RETAKE: President Bashar al-Assad wants to retake the whole of Syria without hesitation
RETAKE: President Bashar al-Assad wants to retake the whole of Syria without hesitation

President of Syria says EU should stop ‘giving cover to terrorists’

In an interview published hours after a deal was secured for a break in hostilities in his war-ravaged country on Friday, President Bashar al-Assad has said he intends to ‘retake the whole country’ of Syria.

President Assad, speaking to Agence France-Presse in Damascus on Thursday, said his armed forces would try to retake all of Syria ‘without any hesitation’, but that the involvement of regional players ‘means that the solution will take a long time and will incur a heavy price’.

Assad said he would continue to fight ‘terrorism’ during any international peace process.

During the interview, the controversial Syrian leader rejected UN allegations of regime war crimes, saying that they lacked evidence and were ‘politicised’.

Addressing the constant flow of refugees from his country, he said it was up to Europe to stop ‘giving cover to terrorists’ so that Syrians could return home.

“I would like to ask every person who left Syria to come back.
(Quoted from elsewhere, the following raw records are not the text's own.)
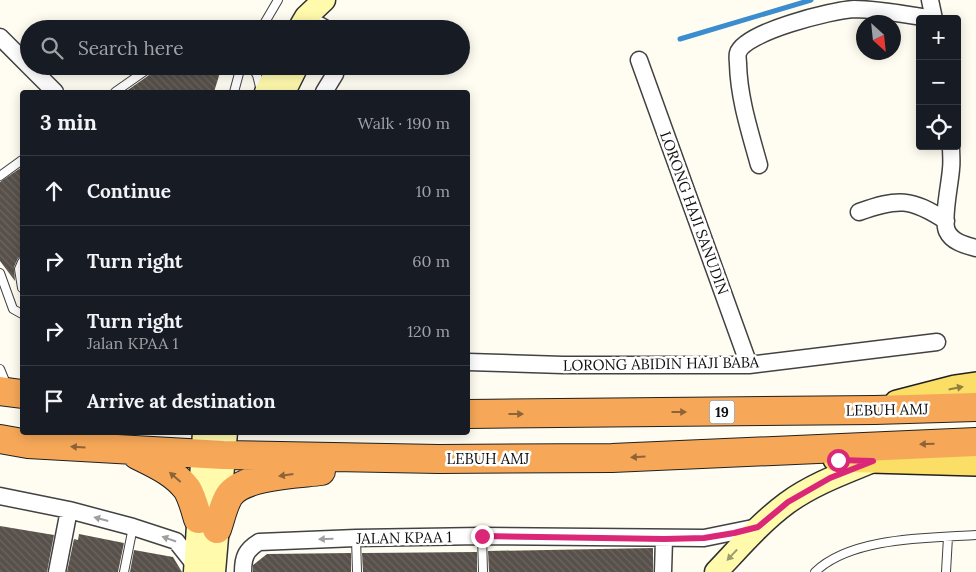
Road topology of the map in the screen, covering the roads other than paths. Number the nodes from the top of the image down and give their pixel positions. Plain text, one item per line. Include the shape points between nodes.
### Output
1 (278, 0) edge
2 (324, 0) edge
3 (930, 0) edge
4 (933, 15) edge
5 (916, 16) edge
6 (266, 20) edge
7 (318, 20) edge
8 (0, 37) edge
9 (20, 57) edge
10 (639, 60) dead end
11 (38, 75) edge
12 (139, 75) edge
13 (239, 75) edge
14 (257, 75) edge
15 (274, 75) edge
16 (292, 75) edge
17 (334, 75) edge
18 (53, 90) edge
19 (118, 90) edge
20 (235, 90) edge
21 (261, 90) edge
22 (267, 90) edge
23 (285, 90) edge
24 (325, 90) edge
25 (951, 150) edge
26 (20, 161) edge
27 (759, 165) dead end
28 (0, 176) edge
29 (859, 212) dead end
30 (946, 221) junction
31 (976, 248) edge
32 (0, 273) edge
33 (20, 313) edge
34 (937, 342) dead end
35 (470, 359) edge
36 (749, 365) junction
37 (976, 385) edge
38 (976, 408) edge
39 (875, 410) junction
40 (470, 414) edge
41 (0, 439) edge
42 (976, 442) edge
43 (213, 444) edge
44 (127, 450) junction
45 (757, 452) junction
46 (439, 459) junction
47 (873, 461) junction
48 (976, 463) edge
49 (0, 496) edge
50 (69, 510) junction
51 (208, 524) junction
52 (133, 527) junction
53 (758, 527) junction
54 (976, 535) edge
55 (482, 536) junction
56 (948, 537) junction
57 (356, 538) junction
58 (664, 539) junction
59 (201, 570) edge
60 (57, 572) edge
61 (124, 572) edge
62 (243, 572) edge
63 (357, 572) edge
64 (483, 572) edge
65 (663, 572) edge
66 (716, 572) edge
67 (815, 572) edge
68 (946, 572) edge

1 - 6 lane
2 - 7 main road
3 - 4 street
5 - 27 street via 872,10 828,12 771,30 744,45 738,52 741,97
8 - 9 street
10 - 36 street, LORONG HAJI SANUDIN
11 - 18 street
12 - 19 lane
13 - 20 lane
14 - 21 lane
15 - 22 main road
16 - 23 main road
17 - 24 street
25 - 30 street
26 - 28 lane
29 - 30 street via 875,206 913,203
30 - 31 street via 952,238
32 - 33 lane via 13,309
34 - 36 street, LORONG ABIDIN HAJI BABA
35 - 36 street, LORONG ABIDIN HAJI BABA via 563,365
39 -> 37 main road via 912,398
38 - 39 highway, LEBUH AMJ / 19
40 -> 39 highway, LEBUH AMJ / 19
44 -> 41 highway, LEBUH AMJ via 28,444
42 -> 45 highway, LEBUH AMJ
43 - 44 highway, LEBUH AMJ
43 - 46 highway, LEBUH AMJ
43 - 51 main road
51 -> 44 highway via 178,478
45 -> 46 highway, LEBUH AMJ via 612,458
45 - 47 main road
46 -> 51 highway via 359,466 250,482 230,494
47 - 48 main road
47 - 53 main road via 830,478 788,502
49 - 50 street
52 -> 50 street
50 - 60 street
51 - 59 main road
59 -> 52 street via 176,541
52 - 61 lane
53 - 58 street, JALAN KPAA 1 via 704,538
53 -> 66 main road
54 - 56 lane
55 - 57 street, JALAN KPAA 1
55 - 58 street, JALAN KPAA 1
55 - 64 lane
56 - 67 lane via 875,544 844,553
56 - 68 lane
57 -> 62 street, JALAN KPAA 1 via 259,542 249,548 243,560
57 - 63 lane
58 - 65 street

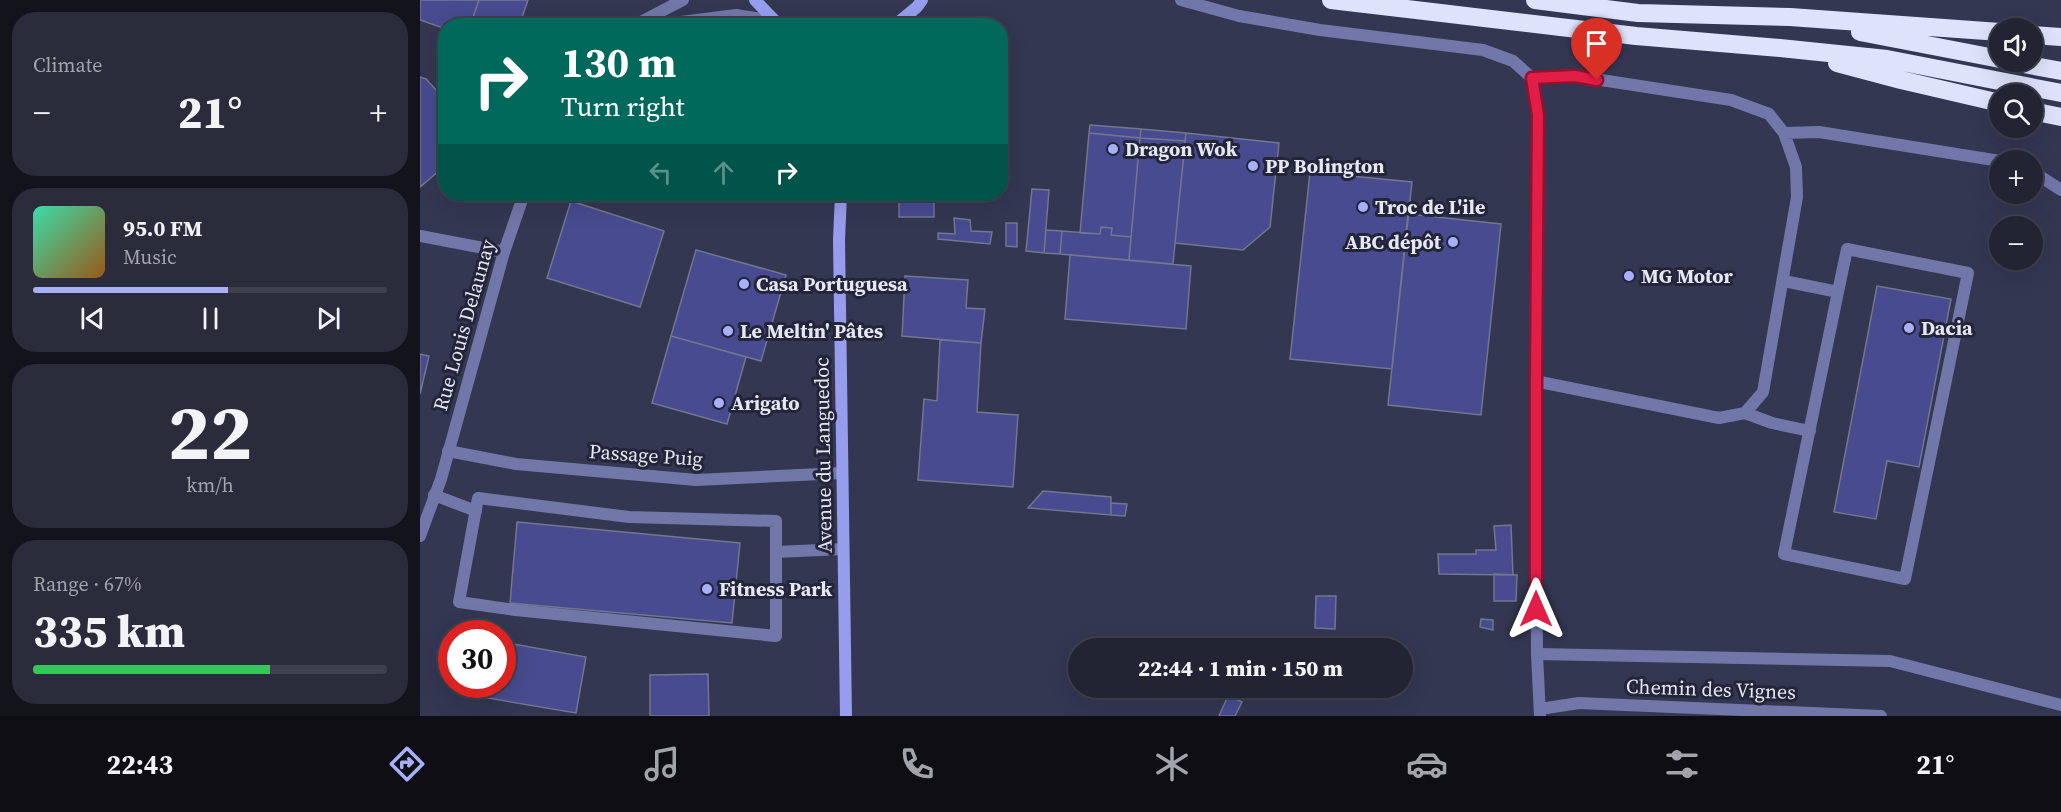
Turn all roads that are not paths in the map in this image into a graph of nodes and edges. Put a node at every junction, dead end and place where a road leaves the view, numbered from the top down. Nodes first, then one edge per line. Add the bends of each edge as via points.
1 (683, 0) edge
2 (755, 0) edge
3 (922, 0) edge
4 (1181, 0) edge
5 (1331, 0) edge
6 (1535, 0) edge
7 (1790, 17) junction
8 (648, 18) edge
9 (713, 18) edge
10 (752, 18) edge
11 (774, 18) edge
12 (904, 18) edge
13 (1989, 31) edge
14 (2043, 36) edge
15 (2061, 37) edge
16 (1780, 48) junction
17 (1989, 57) edge
18 (2043, 68) edge
19 (2061, 71) edge
20 (1532, 78) junction
21 (2061, 93) edge
22 (1989, 100) edge
23 (2043, 113) edge
24 (2061, 117) edge
25 (1784, 134) junction
26 (1989, 159) edge
27 (2043, 178) edge
28 (2061, 190) edge
29 (522, 201) edge
30 (841, 201) edge
31 (420, 236) edge
32 (504, 252) junction
33 (1784, 280) junction
34 (1838, 292) junction
35 (1536, 381) junction
36 (1746, 413) junction
37 (1810, 431) junction
38 (448, 451) junction
39 (842, 473) junction
40 (434, 495) junction
41 (476, 511) junction
42 (420, 536) edge
43 (843, 549) junction
44 (776, 552) junction
45 (1537, 654) junction
46 (2061, 705) edge
47 (1540, 712) edge
48 (846, 716) edge
49 (1881, 716) edge

1 - 8 street
2 - 11 main road
3 - 12 main road
4 - 20 street via 1239,16 1320,30 1483,50 1513,61
5 - 16 highway via 1636,36
6 - 7 highway via 1638,13
7 - 13 highway
7 - 17 highway
9 - 10 street via 736,15
14 - 15 highway
16 - 21 highway via 1887,59
16 - 22 highway
18 - 19 highway
20 - 25 street via 1575,76 1731,100 1769,114
20 - 35 street via 1538,115
23 - 24 highway
25 - 26 street via 1819,132
25 - 33 street via 1796,167 1797,197
27 - 28 street
29 - 32 street, Rue Louis Delaunay
30 - 39 main road, Avenue du Languedoc
31 - 32 street
32 - 38 street, Rue Louis Delaunay
33 - 34 street
33 - 36 street via 1763,392
34 - 37 street
34 - 37 street via 1847,249 1968,273 1905,579 1784,554
35 - 36 street via 1719,418
35 - 45 street
36 - 37 street
38 - 39 street, Passage Puig via 516,464 696,480
38 - 40 street, Rue Louis Delaunay
39 - 43 main road, Avenue du Languedoc
40 - 41 street
40 - 42 street, Rue Louis Delaunay
41 - 44 street via 478,498 629,517 776,521
41 - 44 street via 459,602 515,610 776,636
43 - 44 street
43 - 48 main road, Avenue du Languedoc
45 - 46 street via 1890,661
45 - 47 street
47 - 49 street, Chemin des Vignes via 1579,703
They would ask ‘why should I come back? Has terrorism stopped?’”, he said.

He urged Europe’s governments, which he said ‘have been a direct cause for the emigration of these people, by giving cover to terrorists in the beginning and through sanctions imposed on Syria,’ to help in making the Syrians return to their country.

In Syria, over 250,000 people have been killed and some 11 million displaced in almost five years of fighting.

Humanitarian aid has been cut off in some Syrian cities and towns for over a year because of fighting.

The UN says about 13.5 million people are in need of aid.

On Thursday night, the US, Russia and other powers said hostilities would be terminated in Syria within a week and humanitarian aid was to be delivered to besieged areas across the country over the next few days.

The real impact of the deal on the ground was questioned by the rebels, since it excludes the al-Nusra Front, al-Qaida’s affiliate in Syria, which operates in large swaths of the country’s territory.

Issam al-Reis, a spokesman for the Southern Front, a western-backed opposition alliance fighting close to the Jordanian border, said to the Guardian: “We greet this announcement with tentative optimism.

“However, we are sceptical that Russia will hold to these commitments when its current policy is to indiscriminately bomb all parties in Syria into the dust, in particular civilians and moderate opposition, and with complete impunity, while saying they are bombing terrorists.

“We are waiting for real action, we have now lost faith in words without real action.”

Russia has conducted about 50 airstrikes a day on its positions since the end of November, according to The Southern Front.

Moscow’s intervention last autumn, which was originally advertised as a campaign against Daesh, has mostly targeted the mainstream opposition.